Terracini has climbed to the top rungs of the arts in this country. In 2019, as he marked his decade at OA, the board extended his contract to 2023, when he will be 74. He’s not talking about retirement just yet, although he and Nadelmann recently bought a weekender at Millthorpe, in rural NSW, where they plan to live one day.
The next three years are crucial for OA and for Terracini’s legacy. As 2020 unfolded and the lockdown cancelled hundreds of performances, he was devastated. “You’ve got to do something about getting the company out of the hole. It’s not an easy task.” Rather than commit to a traditional, year-long opera season, he has put in place a festival-style model of separate, self-contained events. The summer season starting with The Merry Widow will be followed by Verdi’s Ernani, another co-production with La Scala, then Tosca and Bluebeard’s Castle. Opera on Sydney Harbour will return in March with Stacey Alleaume in La Traviata; another event is planned for Sydney’s Cockatoo Island. A Melbourne season is planned, and the world’s first fully digital Ring Cycle – involving stage scenery on giant LED screens – will open in Brisbane in October.
In a move that will have opera purists rolling their eyes, Terracini has secured the rights to stage The Phantom of the Opera at the Opera House and on Sydney Harbour.
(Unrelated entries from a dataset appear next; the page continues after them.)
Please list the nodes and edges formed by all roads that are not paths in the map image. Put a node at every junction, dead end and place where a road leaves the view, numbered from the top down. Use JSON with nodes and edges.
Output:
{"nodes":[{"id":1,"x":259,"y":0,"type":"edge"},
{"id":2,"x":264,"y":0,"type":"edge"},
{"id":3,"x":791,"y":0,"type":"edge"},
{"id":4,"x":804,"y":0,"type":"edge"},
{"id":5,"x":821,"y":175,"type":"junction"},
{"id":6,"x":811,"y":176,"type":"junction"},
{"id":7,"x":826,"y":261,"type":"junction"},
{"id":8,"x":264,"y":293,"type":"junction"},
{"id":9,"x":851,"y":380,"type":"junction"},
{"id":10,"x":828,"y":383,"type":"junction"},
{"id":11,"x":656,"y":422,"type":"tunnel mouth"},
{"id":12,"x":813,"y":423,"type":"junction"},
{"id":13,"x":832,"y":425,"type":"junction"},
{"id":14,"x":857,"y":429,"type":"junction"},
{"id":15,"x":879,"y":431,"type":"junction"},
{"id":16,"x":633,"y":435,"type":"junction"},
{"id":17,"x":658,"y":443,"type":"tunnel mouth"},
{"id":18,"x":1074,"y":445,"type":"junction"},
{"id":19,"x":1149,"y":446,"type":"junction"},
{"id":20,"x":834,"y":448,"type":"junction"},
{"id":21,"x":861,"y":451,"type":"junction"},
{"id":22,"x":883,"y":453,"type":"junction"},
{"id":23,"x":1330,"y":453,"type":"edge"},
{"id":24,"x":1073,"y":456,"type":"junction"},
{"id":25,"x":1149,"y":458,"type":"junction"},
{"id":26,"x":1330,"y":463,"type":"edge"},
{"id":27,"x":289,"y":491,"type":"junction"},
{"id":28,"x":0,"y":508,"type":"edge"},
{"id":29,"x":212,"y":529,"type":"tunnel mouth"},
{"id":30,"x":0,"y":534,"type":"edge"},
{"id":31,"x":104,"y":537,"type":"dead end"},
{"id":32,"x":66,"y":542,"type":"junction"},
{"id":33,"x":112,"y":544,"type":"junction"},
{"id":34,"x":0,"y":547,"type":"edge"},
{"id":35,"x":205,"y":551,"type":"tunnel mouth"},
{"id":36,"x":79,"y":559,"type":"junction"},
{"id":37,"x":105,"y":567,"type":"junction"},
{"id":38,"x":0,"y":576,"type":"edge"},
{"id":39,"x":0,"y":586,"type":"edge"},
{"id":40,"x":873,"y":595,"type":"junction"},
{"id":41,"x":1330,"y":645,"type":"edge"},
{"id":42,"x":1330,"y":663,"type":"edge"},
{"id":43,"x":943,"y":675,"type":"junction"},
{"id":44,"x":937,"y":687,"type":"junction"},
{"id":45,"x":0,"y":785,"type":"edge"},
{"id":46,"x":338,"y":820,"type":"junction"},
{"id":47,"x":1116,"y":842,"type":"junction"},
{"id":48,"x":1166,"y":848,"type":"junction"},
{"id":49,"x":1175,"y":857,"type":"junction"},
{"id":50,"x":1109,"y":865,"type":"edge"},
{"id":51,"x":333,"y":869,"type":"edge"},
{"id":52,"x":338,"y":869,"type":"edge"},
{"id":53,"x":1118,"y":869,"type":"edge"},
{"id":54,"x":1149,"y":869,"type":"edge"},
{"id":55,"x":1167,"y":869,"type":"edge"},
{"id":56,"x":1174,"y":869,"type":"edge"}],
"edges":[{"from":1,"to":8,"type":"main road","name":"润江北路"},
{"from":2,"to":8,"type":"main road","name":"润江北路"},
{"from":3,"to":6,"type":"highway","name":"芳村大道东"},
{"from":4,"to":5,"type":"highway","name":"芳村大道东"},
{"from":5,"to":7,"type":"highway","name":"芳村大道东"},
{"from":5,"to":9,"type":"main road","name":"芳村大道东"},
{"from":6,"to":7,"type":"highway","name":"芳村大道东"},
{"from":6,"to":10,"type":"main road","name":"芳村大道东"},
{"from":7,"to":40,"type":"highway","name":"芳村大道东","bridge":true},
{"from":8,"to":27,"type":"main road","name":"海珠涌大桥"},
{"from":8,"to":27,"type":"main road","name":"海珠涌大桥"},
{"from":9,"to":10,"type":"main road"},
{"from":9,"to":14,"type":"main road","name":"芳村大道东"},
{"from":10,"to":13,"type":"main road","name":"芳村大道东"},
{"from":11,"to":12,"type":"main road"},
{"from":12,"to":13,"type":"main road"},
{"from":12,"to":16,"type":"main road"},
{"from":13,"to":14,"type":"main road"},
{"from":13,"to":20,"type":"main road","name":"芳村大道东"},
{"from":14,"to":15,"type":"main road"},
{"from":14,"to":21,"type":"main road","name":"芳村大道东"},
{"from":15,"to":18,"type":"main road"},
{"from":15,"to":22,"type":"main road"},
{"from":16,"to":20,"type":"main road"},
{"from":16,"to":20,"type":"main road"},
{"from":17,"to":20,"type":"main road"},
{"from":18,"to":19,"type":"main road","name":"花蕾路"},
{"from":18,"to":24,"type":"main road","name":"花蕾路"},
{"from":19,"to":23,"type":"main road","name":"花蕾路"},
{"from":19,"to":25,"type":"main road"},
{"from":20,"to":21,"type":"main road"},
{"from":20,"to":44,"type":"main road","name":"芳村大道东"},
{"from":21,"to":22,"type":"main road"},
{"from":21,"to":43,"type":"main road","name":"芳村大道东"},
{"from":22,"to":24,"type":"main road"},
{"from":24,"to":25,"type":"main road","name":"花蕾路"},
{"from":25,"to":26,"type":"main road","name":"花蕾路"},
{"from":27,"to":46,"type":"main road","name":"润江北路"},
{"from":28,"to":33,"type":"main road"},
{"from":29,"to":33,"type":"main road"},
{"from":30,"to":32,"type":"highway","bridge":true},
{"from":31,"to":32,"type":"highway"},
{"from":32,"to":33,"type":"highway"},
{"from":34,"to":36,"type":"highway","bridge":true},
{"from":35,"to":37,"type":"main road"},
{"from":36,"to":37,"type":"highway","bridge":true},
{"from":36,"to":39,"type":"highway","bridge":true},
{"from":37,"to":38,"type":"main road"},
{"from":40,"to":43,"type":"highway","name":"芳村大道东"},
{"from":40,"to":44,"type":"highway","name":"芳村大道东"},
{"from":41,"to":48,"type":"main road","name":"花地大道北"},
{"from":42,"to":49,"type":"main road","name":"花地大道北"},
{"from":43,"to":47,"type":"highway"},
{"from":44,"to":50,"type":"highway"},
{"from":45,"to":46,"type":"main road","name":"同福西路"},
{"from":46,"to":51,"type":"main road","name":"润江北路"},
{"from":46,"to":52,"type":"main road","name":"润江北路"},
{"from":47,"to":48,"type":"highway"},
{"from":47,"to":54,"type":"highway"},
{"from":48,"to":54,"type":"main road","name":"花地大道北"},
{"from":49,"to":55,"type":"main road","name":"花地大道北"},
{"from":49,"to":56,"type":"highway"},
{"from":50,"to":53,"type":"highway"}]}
The Andrew Lloyd Webber blockbuster removes any pretence that OA’s musicals are about reviving classic Broadway shows that commercial producers wouldn’t touch. “We need to make a lot of money,” Terracini says, “and Phantom is the most bankable musical there is.”
The festival model means OA can be flexible and cut its losses in the event of future lockdowns but the Media Entertainment & Arts Alliance sees it as an excuse to casualise the workforce. Within weeks of redundancies being announced in September, OA was advertising for temporary staff to work on its theatre and outdoor events.
OA has been forced to pay out former musicians who settled unfair dismissal claims, and oboe player Mark Bruwel is taking his unlawful dismissal case to the Federal Court. He says OA’s plan was always to reduce numbers in the full-time orchestra. “This is not just a short-term thing to get through Covid,” he says. “It’s an ideological shot at orchestras.”
Terracini says the job losses are “awful” but the company has to cut costs. The orchestra, he adds, will be boosted with freelancers and graduates from the Australian National Academy of Music.
Meanwhile, he continues to look for new opportunities. He wants OA to be an international opera centre, making productions that can be sold to other major companies. He talks about plans for opera using animation and games technology. There’s mention of future projects with one of the world’s leading houses, the Bavarian State Opera in Munich, where Australian Barrie Kosky is due to direct Der Rosenkavalier.
As Terracini enters the crucial final act of his career, it’s clear he has lost none of his enthusiasm for opera and its possibilities.
“Fundamentally I’m still a singer, my heart will always be in an opera company,” he says. “It’s distressing when you see the situation worldwide, and what’s happening to opera companies… it’s about finding ways we can preserve the artform – it’s too easy to roll over and say we’ll be part-time. That would be catastrophic for everyone.”